M. Michel Canevet. Je voudrais à mon tour féliciter le rapporteur Jean-Baptiste Lemoyne de la qualité de son travail et de son écoute. Certes, la recherche du consensus n’a pas permis de suivre jusqu’au bout la logique vers laquelle nous devrions tendre, mais des pas en avant ont d’ores et déjà été accomplis.
Le compte personnel d’activité, ou CPA, n’est pas une mauvaise idée en soi.
Mme Nicole Bricq. C’est même une très bonne idée !
M. Michel Canevet. Force est de constater, néanmoins, que ce projet n’est pas du tout abouti : en l’état de sa présentation, nous doutons qu’il puisse satisfaire les attentes véritables des acteurs de terrain.
Nous en avons déjà fait l’expérience à propos du compte personnel de prévention de la pénibilité : toutes les entreprises sont vent debout contre sa mise en œuvre,…
Mme Catherine Génisson. Non, pas toutes !
M. Michel Canevet. … qui se révèle particulièrement difficile : son élaboration n’a tout simplement pas fait l’objet d’une réflexion suffisante.

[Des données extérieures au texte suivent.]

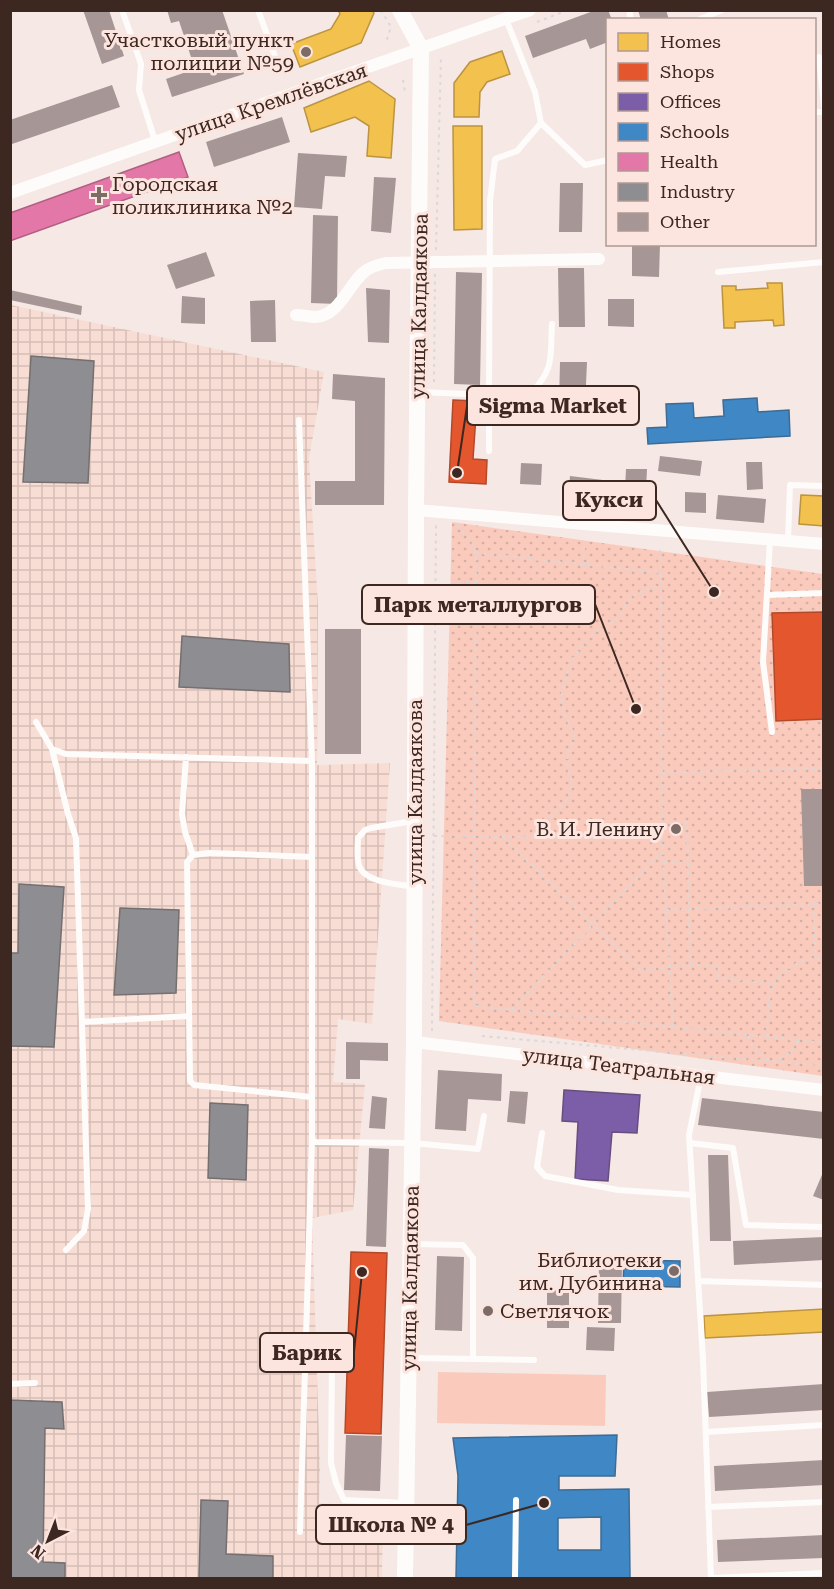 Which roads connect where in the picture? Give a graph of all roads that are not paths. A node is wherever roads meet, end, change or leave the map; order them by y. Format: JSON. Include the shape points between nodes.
{"nodes":[{"id":1,"x":122,"y":10,"type":"edge"},
{"id":2,"x":258,"y":10,"type":"edge"},
{"id":3,"x":400,"y":10,"type":"edge"},
{"id":4,"x":722,"y":10,"type":"edge"},
{"id":5,"x":516,"y":17,"type":"edge"},
{"id":6,"x":703,"y":18,"type":"edge"},
{"id":7,"x":422,"y":50,"type":"junction"},
{"id":8,"x":819,"y":57,"type":"dead end"},
{"id":9,"x":280,"y":70,"type":"dead end"},
{"id":10,"x":824,"y":106,"type":"edge"},
{"id":11,"x":541,"y":123,"type":"junction"},
{"id":12,"x":155,"y":142,"type":"junction"},
{"id":13,"x":606,"y":160,"type":"edge"},
{"id":14,"x":10,"y":192,"type":"edge"},
{"id":15,"x":599,"y":259,"type":"dead end"},
{"id":16,"x":491,"y":261,"type":"junction"},
{"id":17,"x":428,"y":262,"type":"junction"},
{"id":18,"x":824,"y":262,"type":"edge"},
{"id":19,"x":718,"y":272,"type":"dead end"},
{"id":20,"x":296,"y":315,"type":"dead end"},
{"id":21,"x":552,"y":324,"type":"dead end"},
{"id":22,"x":426,"y":393,"type":"junction"},
{"id":23,"x":489,"y":396,"type":"junction"},
{"id":24,"x":299,"y":420,"type":"dead end"},
{"id":25,"x":489,"y":451,"type":"dead end"},
{"id":26,"x":824,"y":486,"type":"edge"},
{"id":27,"x":416,"y":510,"type":"junction"},
{"id":28,"x":770,"y":539,"type":"junction"},
{"id":29,"x":788,"y":541,"type":"junction"},
{"id":30,"x":824,"y":544,"type":"edge"},
{"id":31,"x":824,"y":593,"type":"edge"},
{"id":32,"x":767,"y":595,"type":"junction"},
{"id":33,"x":36,"y":722,"type":"dead end"},
{"id":34,"x":772,"y":732,"type":"dead end"},
{"id":35,"x":52,"y":749,"type":"junction"},
{"id":36,"x":186,"y":757,"type":"junction"},
{"id":37,"x":312,"y":761,"type":"junction"},
{"id":38,"x":415,"y":821,"type":"junction"},
{"id":39,"x":193,"y":855,"type":"junction"},
{"id":40,"x":312,"y":857,"type":"junction"},
{"id":41,"x":415,"y":887,"type":"junction"},
{"id":42,"x":189,"y":1016,"type":"junction"},
{"id":43,"x":82,"y":1022,"type":"junction"},
{"id":44,"x":414,"y":1042,"type":"junction"},
{"id":45,"x":701,"y":1076,"type":"junction"},
{"id":46,"x":824,"y":1089,"type":"edge"},
{"id":47,"x":311,"y":1097,"type":"junction"},
{"id":48,"x":484,"y":1116,"type":"dead end"},
{"id":49,"x":542,"y":1132,"type":"dead end"},
{"id":50,"x":312,"y":1140,"type":"junction"},
{"id":51,"x":412,"y":1143,"type":"junction"},
{"id":52,"x":690,"y":1143,"type":"junction"},
{"id":53,"x":693,"y":1195,"type":"junction"},
{"id":54,"x":824,"y":1227,"type":"edge"},
{"id":55,"x":411,"y":1244,"type":"junction"},
{"id":56,"x":66,"y":1250,"type":"dead end"},
{"id":57,"x":698,"y":1281,"type":"junction"},
{"id":58,"x":824,"y":1286,"type":"edge"},
{"id":59,"x":332,"y":1358,"type":"dead end"},
{"id":60,"x":409,"y":1358,"type":"junction"},
{"id":61,"x":473,"y":1359,"type":"junction"},
{"id":62,"x":534,"y":1360,"type":"dead end"},
{"id":63,"x":35,"y":1383,"type":"dead end"},
{"id":64,"x":10,"y":1384,"type":"edge"},
{"id":65,"x":824,"y":1425,"type":"edge"},
{"id":66,"x":706,"y":1432,"type":"junction"},
{"id":67,"x":516,"y":1500,"type":"dead end"},
{"id":68,"x":824,"y":1502,"type":"edge"},
{"id":69,"x":407,"y":1503,"type":"junction"},
{"id":70,"x":708,"y":1507,"type":"junction"},
{"id":71,"x":300,"y":1532,"type":"dead end"},
{"id":72,"x":824,"y":1573,"type":"edge"},
{"id":73,"x":405,"y":1578,"type":"edge"},
{"id":74,"x":515,"y":1578,"type":"edge"},
{"id":75,"x":711,"y":1578,"type":"edge"}],
"edges":[{"from":1,"to":12,"type":"lane","via":[[141,64],[139,90]]},
{"from":2,"to":9,"type":"lane"},
{"from":3,"to":7,"type":"street","name":"улица Калдаякова"},
{"from":4,"to":6,"type":"lane"},
{"from":5,"to":7,"type":"street","name":"улица Кремлёвская"},
{"from":5,"to":11,"type":"lane"},
{"from":7,"to":12,"type":"street","name":"улица Кремлёвская"},
{"from":7,"to":17,"type":"street","name":"улица Калдаякова"},
{"from":8,"to":10,"type":"lane"},
{"from":11,"to":13,"type":"lane","via":[[585,165]]},
{"from":11,"to":16,"type":"lane","via":[[516,151],[495,159],[490,201]]},
{"from":12,"to":14,"type":"street","name":"улица Кремлёвская"},
{"from":15,"to":16,"type":"street"},
{"from":16,"to":17,"type":"street"},
{"from":16,"to":23,"type":"lane"},
{"from":17,"to":20,"type":"street","via":[[372,267],[359,276],[328,313],[317,317]]},
{"from":17,"to":22,"type":"street","name":"улица Калдаякова"},
{"from":18,"to":19,"type":"lane"},
{"from":21,"to":23,"type":"lane","via":[[549,367],[544,379],[532,392]]},
{"from":22,"to":23,"type":"lane"},
{"from":22,"to":27,"type":"street","name":"улица Калдаякова"},
{"from":23,"to":25,"type":"lane"},
{"from":24,"to":37,"type":"lane"},
{"from":26,"to":29,"type":"lane","via":[[790,485]]},
{"from":27,"to":28,"type":"street"},
{"from":27,"to":38,"type":"street","name":"улица Калдаякова"},
{"from":28,"to":29,"type":"street"},
{"from":28,"to":32,"type":"lane"},
{"from":29,"to":30,"type":"street"},
{"from":31,"to":32,"type":"lane"},
{"from":32,"to":34,"type":"lane","via":[[763,662]]},
{"from":33,"to":35,"type":"lane"},
{"from":35,"to":36,"type":"lane","via":[[66,754]]},
{"from":35,"to":43,"type":"lane","via":[[76,838]]},
{"from":36,"to":37,"type":"lane"},
{"from":36,"to":39,"type":"lane","via":[[182,814]]},
{"from":37,"to":40,"type":"lane"},
{"from":38,"to":41,"type":"street","name":"улица Калдаякова"},
{"from":38,"to":41,"type":"lane","via":[[365,830],[358,838],[358,860],[359,867],[371,878]]},
{"from":39,"to":40,"type":"lane"},
{"from":39,"to":42,"type":"lane","via":[[187,862]]},
{"from":40,"to":47,"type":"lane"},
{"from":41,"to":44,"type":"street","name":"улица Калдаякова"},
{"from":42,"to":43,"type":"lane"},
{"from":42,"to":47,"type":"lane","via":[[192,1083]]},
{"from":43,"to":56,"type":"lane","via":[[88,1209],[84,1231]]},
{"from":44,"to":45,"type":"street","name":"улица Театральная"},
{"from":44,"to":51,"type":"street","name":"улица Калдаякова"},
{"from":45,"to":46,"type":"street","name":"улица Театральная"},
{"from":45,"to":52,"type":"lane"},
{"from":47,"to":50,"type":"lane"},
{"from":48,"to":51,"type":"lane","via":[[477,1149]]},
{"from":49,"to":53,"type":"lane","via":[[537,1167],[544,1176],[618,1190]]},
{"from":50,"to":51,"type":"lane"},
{"from":50,"to":71,"type":"lane"},
{"from":51,"to":55,"type":"street","name":"улица Калдаякова"},
{"from":52,"to":53,"type":"lane"},
{"from":52,"to":54,"type":"lane","via":[[733,1148],[746,1225]]},
{"from":53,"to":57,"type":"lane"},
{"from":55,"to":60,"type":"street","name":"улица Калдаякова"},
{"from":55,"to":61,"type":"lane","via":[[463,1245],[473,1258]]},
{"from":57,"to":58,"type":"lane"},
{"from":57,"to":66,"type":"lane"},
{"from":59,"to":69,"type":"lane","via":[[331,1463],[344,1500]]},
{"from":60,"to":61,"type":"lane"},
{"from":60,"to":69,"type":"street","name":"улица Калдаякова"},
{"from":61,"to":62,"type":"lane"},
{"from":63,"to":64,"type":"lane"},
{"from":65,"to":66,"type":"lane"},
{"from":66,"to":70,"type":"lane"},
{"from":67,"to":74,"type":"lane"},
{"from":68,"to":70,"type":"lane"},
{"from":69,"to":73,"type":"street","name":"улица Калдаякова"},
{"from":70,"to":75,"type":"lane"},
{"from":72,"to":75,"type":"lane"}]}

La situation est analogue concernant le compte personnel d’activité : à supposer qu’il s’agisse d’une bonne idée, celle-ci mérite d’être approfondie ; à défaut, le risque est de construire une usine à gaz dont les entreprises, en définitive, ne pourront se dépêtrer.
L’amendement qui vous est proposé, mes chers collègues, ne vise donc qu’à prolonger la phase de réflexion : ce dispositif doit être mis au point avant d’être mis en œuvre. Si tel n’est pas le cas, nous nous heurterons, une fois encore, aux mêmes difficultés ; nous compliquerons la création d’emplois, ainsi que l’installation et le développement des entreprises dans notre pays. C’est vers la simplicité, au contraire, que nous devons tendre ; or nous échouons à y concourir.
Je vous invite donc, mes chers collègues, à soutenir notre amendement. (Applaudissements sur les travées de l'UDI-UC.)
M. le président. Quel est l’avis de la commission ?
M. Michel Forissier, rapporteur de la commission des affaires sociales. Mon cher collègue, la commission partage totalement votre point de vue ; j’attire cependant votre attention sur le fait que nous avons complètement réécrit cet article, en le simplifiant, précisément.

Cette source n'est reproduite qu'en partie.